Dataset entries
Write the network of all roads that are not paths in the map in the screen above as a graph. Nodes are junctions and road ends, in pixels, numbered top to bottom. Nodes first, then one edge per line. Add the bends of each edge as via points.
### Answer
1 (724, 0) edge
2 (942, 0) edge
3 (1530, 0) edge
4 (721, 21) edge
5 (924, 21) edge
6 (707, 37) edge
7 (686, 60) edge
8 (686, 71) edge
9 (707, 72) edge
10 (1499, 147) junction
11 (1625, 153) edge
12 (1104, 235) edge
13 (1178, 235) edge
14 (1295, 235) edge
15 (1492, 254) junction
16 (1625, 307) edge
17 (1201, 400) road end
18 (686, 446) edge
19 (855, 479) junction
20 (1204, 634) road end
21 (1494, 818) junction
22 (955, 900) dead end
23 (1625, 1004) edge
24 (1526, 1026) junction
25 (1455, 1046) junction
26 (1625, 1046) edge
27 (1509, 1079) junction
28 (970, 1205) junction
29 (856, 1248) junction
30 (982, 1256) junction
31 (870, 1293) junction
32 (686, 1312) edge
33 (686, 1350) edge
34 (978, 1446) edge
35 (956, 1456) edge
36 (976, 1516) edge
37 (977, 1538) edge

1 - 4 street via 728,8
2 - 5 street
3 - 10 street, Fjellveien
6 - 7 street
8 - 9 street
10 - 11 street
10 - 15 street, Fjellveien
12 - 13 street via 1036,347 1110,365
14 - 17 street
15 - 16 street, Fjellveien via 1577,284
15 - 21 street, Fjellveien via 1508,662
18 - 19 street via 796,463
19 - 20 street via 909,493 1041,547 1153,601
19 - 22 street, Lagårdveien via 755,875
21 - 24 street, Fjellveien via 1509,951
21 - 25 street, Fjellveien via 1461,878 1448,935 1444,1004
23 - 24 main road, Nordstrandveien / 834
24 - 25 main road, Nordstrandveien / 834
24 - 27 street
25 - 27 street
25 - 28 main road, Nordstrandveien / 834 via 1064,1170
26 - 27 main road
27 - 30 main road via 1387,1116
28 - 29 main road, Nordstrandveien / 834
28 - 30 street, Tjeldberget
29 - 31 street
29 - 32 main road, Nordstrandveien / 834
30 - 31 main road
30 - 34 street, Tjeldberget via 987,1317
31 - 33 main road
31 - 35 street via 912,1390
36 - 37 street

(Problem statement)
The whole of the data is to be copied out word for word.

(Solution to this task)
Write the network of all roads that are not paths in the map in the screen above as a graph. Nodes are junctions and road ends, in pixels, numbered top to bottom. Nodes first, then one edge per line. Add the bends of each edge as via points.
### Answer
1 (724, 0) edge
2 (942, 0) edge
3 (1530, 0) edge
4 (721, 21) edge
5 (924, 21) edge
6 (707, 37) edge
7 (686, 60) edge
8 (686, 71) edge
9 (707, 72) edge
10 (1499, 147) junction
11 (1625, 153) edge
12 (1104, 235) edge
13 (1178, 235) edge
14 (1295, 235) edge
15 (1492, 254) junction
16 (1625, 307) edge
17 (1201, 400) road end
18 (686, 446) edge
19 (855, 479) junction
20 (1204, 634) road end
21 (1494, 818) junction
22 (955, 900) dead end
23 (1625, 1004) edge
24 (1526, 1026) junction
25 (1455, 1046) junction
26 (1625, 1046) edge
27 (1509, 1079) junction
28 (970, 1205) junction
29 (856, 1248) junction
30 (982, 1256) junction
31 (870, 1293) junction
32 (686, 1312) edge
33 (686, 1350) edge
34 (978, 1446) edge
35 (956, 1456) edge
36 (976, 1516) edge
37 (977, 1538) edge

1 - 4 street via 728,8
2 - 5 street
3 - 10 street, Fjellveien
6 - 7 street
8 - 9 street
10 - 11 street
10 - 15 street, Fjellveien
12 - 13 street via 1036,347 1110,365
14 - 17 street
15 - 16 street, Fjellveien via 1577,284
15 - 21 street, Fjellveien via 1508,662
18 - 19 street via 796,463
19 - 20 street via 909,493 1041,547 1153,601
19 - 22 street, Lagårdveien via 755,875
21 - 24 street, Fjellveien via 1509,951
21 - 25 street, Fjellveien via 1461,878 1448,935 1444,1004
23 - 24 main road, Nordstrandveien / 834
24 - 25 main road, Nordstrandveien / 834
24 - 27 street
25 - 27 street
25 - 28 main road, Nordstrandveien / 834 via 1064,1170
26 - 27 main road
27 - 30 main road via 1387,1116
28 - 29 main road, Nordstrandveien / 834
28 - 30 street, Tjeldberget
29 - 31 street
29 - 32 main road, Nordstrandveien / 834
30 - 31 main road
30 - 34 street, Tjeldberget via 987,1317
31 - 33 main road
31 - 35 street via 912,1390
36 - 37 street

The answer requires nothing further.